Del resto, tale conclusione appare vieppiù confermata dalla circostanza che ad analoghe conclusioni
- id est in punto di mantenimento “minimo”, non derogabile e determinato alla stregua della generica capacità lavorativa del genitore - il costante insegnamento di legittimità è giunto in relazione alla problematica della determinazione dell'obbligo contributivo a carico del genitore disoccupato;
infatti neanche la ipotetica e non provata disagiata condizione economica dell'obbligato fa venir meno il dovere alla corresponsione dei mezzi di sussistenza o del pagamento dell'assegno all'avente diritto
e a tal fine, non sarebbe stata sufficiente neanche una eventuale semplice indicazione dello stato di disoccupazione giacché incombe pur sempre al soggetto obbligato l'onere di allegazione di idonei e convincenti elementi indicativi della concreta impossibilità di adempiere e dimostrativi del fatto che la causa della stessa non sia ricollegabile a un suo comportamento, anche soltanto negligente, in relazione al primario dovere di contribuire al mantenimento dei figli.

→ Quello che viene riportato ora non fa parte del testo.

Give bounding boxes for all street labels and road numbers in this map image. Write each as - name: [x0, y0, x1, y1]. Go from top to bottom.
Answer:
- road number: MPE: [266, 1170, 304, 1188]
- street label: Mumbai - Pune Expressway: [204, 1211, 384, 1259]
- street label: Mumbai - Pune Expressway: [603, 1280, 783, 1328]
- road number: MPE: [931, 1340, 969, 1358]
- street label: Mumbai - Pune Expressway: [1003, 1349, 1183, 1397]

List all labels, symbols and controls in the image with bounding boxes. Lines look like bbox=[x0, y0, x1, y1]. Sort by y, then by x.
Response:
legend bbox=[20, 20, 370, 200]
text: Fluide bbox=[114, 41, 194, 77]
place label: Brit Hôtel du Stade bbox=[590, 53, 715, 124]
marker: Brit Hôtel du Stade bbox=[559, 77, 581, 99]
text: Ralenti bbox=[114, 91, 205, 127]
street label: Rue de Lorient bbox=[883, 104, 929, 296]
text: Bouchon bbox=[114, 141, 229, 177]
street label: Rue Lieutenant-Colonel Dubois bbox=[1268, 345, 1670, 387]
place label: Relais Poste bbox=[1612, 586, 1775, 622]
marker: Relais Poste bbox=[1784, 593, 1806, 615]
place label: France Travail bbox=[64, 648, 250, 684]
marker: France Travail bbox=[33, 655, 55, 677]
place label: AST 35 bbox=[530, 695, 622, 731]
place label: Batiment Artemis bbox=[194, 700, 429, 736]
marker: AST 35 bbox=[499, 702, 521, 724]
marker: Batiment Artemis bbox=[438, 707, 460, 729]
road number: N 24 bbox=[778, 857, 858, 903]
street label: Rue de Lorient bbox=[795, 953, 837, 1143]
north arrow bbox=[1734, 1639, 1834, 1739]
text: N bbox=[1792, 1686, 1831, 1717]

Nel caso di specie il resistente non si è costituito e pertanto non ha offerto alcuna prova in ordine alla
5 concreta incolpevole impossibilità contributiva al mantenimento dei minori che va confermato nella misura già prevista dal Presidente.
Quanto alle spese straordinarie occorrenti per i minori, allo stato imponderabili ed imprevedibili e che pertanto oggi non possono essere forfetizzate proprio per la loro imponderabilità, il Collegio dispone che siano ripartite tra i genitori nella misura del 50% e rimanda al protocollo stipulato in data
7.3.18 e sottoscritto dal Presidente del Tribunale di Napoli e dal Presidente del locale consiglio dell'ordine, che deve ritenersi in questa sede integralmente riportato.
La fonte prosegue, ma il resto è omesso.